Stoker ne perdit pas de temps à transformer son Comte Wampyr en Dracula. Au cours du roman, lorsque son personnage principal dépeint un panorama historique à son invité, Jonathan Harker, le compte-rendu de Wilkinson se cache sans aucun doute derrière ces paroles. Au vu de toutes ces connexions, il semble très probable que la vie de Vlad III ait servi d’inspiration à Bram Stoker.
Plus récemment, certains experts et historiens ont cependant avancé une théorie alternative intrigante quant à la source primaire d’inspiration pour Dracula : une épidémie de choléra survenue au 19e siècle qui a causé la mort de plus de 1 000 personnes dans la ville de Sligo, dans la partie ouest de l’Irlande. La mère de Stoker, Charlotte Thornley, alors âgée de quatorze ans, en était une rescapée et l’a plus tard décrite à son fils sans lui épargner les détails.
En 2018, des chercheurs irlandais, menés par Marion McGarry, de la Sligo Stoker Society, ont étudié les écrits de Thornley. « Adulte, Bram a demandé à sa mère de lui écrire les souvenirs qu'elle gardait de l’épidémie, écrit Marion McGarry, et il a complété [ce qu’elle lui a confié] avec ses propres recherches. »

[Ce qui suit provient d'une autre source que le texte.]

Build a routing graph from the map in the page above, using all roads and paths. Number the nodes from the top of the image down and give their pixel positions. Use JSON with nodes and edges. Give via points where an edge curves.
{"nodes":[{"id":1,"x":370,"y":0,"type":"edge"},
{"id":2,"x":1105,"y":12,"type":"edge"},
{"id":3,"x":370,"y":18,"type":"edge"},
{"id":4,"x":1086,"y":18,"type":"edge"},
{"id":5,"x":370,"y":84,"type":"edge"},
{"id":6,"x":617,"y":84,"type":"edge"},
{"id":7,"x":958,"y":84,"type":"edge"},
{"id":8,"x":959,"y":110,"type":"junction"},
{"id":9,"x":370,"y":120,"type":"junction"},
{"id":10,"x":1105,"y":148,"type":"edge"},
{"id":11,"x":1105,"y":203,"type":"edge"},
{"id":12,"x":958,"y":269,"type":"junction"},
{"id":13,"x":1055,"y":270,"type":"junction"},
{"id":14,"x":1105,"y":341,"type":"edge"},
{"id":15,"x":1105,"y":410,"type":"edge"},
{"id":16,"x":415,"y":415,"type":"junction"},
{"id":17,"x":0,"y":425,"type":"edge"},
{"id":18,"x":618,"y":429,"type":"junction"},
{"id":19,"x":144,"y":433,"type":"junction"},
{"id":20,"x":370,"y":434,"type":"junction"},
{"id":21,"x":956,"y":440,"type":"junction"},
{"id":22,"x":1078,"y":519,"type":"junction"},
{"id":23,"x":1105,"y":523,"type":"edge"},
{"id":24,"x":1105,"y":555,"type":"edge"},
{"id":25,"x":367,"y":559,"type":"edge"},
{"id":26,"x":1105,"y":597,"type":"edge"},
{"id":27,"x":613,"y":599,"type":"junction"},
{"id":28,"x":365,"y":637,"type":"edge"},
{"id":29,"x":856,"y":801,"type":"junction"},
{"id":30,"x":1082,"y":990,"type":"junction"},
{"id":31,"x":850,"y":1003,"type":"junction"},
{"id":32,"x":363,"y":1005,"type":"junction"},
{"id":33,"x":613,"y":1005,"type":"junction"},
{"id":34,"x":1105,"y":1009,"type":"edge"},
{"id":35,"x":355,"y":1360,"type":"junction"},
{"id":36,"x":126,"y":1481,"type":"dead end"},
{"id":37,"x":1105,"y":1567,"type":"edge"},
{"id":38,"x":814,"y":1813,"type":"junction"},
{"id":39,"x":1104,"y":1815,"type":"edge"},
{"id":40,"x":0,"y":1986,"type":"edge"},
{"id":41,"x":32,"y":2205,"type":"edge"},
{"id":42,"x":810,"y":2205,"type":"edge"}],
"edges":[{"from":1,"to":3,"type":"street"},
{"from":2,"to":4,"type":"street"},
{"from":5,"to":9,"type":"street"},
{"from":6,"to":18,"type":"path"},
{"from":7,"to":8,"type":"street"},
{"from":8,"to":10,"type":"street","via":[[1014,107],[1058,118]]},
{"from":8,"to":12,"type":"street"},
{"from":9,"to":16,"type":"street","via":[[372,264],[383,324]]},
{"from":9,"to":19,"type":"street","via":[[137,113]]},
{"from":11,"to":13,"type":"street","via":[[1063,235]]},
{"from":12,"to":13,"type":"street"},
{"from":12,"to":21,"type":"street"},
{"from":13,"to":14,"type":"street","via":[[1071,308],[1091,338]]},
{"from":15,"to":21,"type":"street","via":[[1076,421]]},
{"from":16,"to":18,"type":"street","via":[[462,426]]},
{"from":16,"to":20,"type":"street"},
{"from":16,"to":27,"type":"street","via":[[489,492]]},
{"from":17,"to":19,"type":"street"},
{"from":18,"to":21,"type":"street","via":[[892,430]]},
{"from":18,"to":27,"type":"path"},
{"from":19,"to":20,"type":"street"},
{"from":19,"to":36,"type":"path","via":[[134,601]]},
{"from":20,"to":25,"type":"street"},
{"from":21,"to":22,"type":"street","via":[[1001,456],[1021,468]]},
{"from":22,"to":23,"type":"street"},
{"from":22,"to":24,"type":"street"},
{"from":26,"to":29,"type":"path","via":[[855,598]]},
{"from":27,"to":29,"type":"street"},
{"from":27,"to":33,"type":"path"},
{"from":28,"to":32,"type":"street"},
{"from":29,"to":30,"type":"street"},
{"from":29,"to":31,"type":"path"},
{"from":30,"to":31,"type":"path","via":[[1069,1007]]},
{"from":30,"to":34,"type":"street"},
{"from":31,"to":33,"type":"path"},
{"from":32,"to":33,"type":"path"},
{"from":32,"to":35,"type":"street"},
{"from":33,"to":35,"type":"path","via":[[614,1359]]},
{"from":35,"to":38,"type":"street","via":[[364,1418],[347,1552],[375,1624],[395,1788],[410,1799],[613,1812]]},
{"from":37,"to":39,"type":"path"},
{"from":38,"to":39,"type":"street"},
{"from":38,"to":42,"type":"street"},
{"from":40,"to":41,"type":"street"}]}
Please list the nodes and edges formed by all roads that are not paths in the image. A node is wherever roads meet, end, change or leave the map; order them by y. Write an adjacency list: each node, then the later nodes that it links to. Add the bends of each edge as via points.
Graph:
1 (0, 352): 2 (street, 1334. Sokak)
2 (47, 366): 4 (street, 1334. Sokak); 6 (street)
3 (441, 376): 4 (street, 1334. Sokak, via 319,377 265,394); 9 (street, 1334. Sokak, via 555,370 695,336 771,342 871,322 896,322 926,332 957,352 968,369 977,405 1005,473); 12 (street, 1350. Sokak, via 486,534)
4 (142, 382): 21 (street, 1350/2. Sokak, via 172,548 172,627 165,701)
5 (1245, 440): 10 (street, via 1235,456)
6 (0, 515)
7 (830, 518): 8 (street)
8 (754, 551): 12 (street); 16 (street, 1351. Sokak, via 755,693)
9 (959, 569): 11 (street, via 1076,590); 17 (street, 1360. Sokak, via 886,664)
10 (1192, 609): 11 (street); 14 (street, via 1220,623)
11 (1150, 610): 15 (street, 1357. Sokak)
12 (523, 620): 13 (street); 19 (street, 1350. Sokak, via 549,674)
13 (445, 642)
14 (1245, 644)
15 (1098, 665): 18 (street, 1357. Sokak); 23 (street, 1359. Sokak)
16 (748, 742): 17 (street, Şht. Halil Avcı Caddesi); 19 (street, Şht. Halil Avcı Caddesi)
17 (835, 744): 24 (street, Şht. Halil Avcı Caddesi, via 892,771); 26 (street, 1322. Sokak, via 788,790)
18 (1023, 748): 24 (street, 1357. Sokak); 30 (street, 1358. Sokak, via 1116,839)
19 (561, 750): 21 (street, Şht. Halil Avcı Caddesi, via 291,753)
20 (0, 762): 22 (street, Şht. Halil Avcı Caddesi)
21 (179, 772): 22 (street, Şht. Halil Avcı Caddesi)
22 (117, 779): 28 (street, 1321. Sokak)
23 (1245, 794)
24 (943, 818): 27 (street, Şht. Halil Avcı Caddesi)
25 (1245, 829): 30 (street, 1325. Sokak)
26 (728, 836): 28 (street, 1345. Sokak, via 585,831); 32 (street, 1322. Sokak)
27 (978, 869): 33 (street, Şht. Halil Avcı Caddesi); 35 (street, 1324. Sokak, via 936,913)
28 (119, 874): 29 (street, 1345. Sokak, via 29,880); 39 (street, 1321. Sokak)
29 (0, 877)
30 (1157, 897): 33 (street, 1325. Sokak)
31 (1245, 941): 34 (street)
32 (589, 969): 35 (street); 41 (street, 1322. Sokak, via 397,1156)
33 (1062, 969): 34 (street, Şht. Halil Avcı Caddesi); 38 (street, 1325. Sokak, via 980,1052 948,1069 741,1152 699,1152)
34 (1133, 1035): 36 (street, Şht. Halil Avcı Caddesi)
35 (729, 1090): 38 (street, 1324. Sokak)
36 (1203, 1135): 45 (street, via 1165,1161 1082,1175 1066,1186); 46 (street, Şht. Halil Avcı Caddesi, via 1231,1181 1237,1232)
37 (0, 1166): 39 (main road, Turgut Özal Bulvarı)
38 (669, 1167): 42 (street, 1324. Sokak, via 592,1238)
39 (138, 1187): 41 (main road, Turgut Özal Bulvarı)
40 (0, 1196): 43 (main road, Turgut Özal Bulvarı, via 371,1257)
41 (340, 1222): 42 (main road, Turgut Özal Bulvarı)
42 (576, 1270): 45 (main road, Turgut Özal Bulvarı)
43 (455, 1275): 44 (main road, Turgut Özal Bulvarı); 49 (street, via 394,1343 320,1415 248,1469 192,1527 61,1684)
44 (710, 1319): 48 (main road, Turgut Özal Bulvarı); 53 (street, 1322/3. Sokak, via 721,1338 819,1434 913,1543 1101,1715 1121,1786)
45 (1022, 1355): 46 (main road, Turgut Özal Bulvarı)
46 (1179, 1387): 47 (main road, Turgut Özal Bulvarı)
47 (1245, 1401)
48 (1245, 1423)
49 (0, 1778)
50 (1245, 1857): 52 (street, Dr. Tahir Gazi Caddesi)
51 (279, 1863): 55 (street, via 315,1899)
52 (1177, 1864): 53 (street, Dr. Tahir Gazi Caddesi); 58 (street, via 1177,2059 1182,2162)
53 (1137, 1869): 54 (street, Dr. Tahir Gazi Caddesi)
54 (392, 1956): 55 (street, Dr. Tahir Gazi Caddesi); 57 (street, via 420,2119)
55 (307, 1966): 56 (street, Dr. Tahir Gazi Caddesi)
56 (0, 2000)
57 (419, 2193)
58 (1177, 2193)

Cette épidémie de choléra avait créé un véritable chaos. Pour empêcher les personnes de fuir Sligo et de répandre la maladie, les autorités avaient fait creuser des tranchées autour de la ville et bloqué les routes. Les cadavres jonchaient les rues. Médecins et infirmiers plaçaient prématurément dans des fosses communes les patients atteints du choléra, rendus amorphes par l’opium ou le laudanum.
Bram Stoker était fasciné par la description que sa mère faisait des victimes du choléra enterrées vivantes. Un lien possible à l’état de mort-vivant de Dracula. Au cours d’un rare entretien à propos de son livre, Stoker, pourtant de nature très secrète, a reconnu que son histoire était « inspirée par l’idée d’une personne enterrée avant qu’elle ne soit vraiment morte ».
Le roman d’épouvante de Stoker a enflammé les imaginations et, des décennies plus tard, la représentation iconique de Dracula par Bela Lugosi sur grand écran en 1931 a fait rimer Dracula avec vampire pour le monde entier. L’accent de l’acteur hongrois et son sombre accoutrement ont donné vie au comte transylvanien avant d’inspirer d’innombrables imitations.
Les lieux en lien avec la légende de Dracula sont aujourd'hui des destinations touristiques populaires. Certains, comme la forteresse de Poenari, en Roumanie, un refuge d’importance pour le voïvode, sont associés à Vlad III. D’autres, comme le château de Bran, que l’on appelle couramment le château de Dracula, en Roumanie, n’ont rien à voir avec lui. Certains avancent que le château de Bran a servi d’inspiration à Stoker pour la demeure de Dracula dans le roman ; mais Stoker ne s’étant jamais rendu en Roumanie, il n’aurait jamais pu le voir en personne.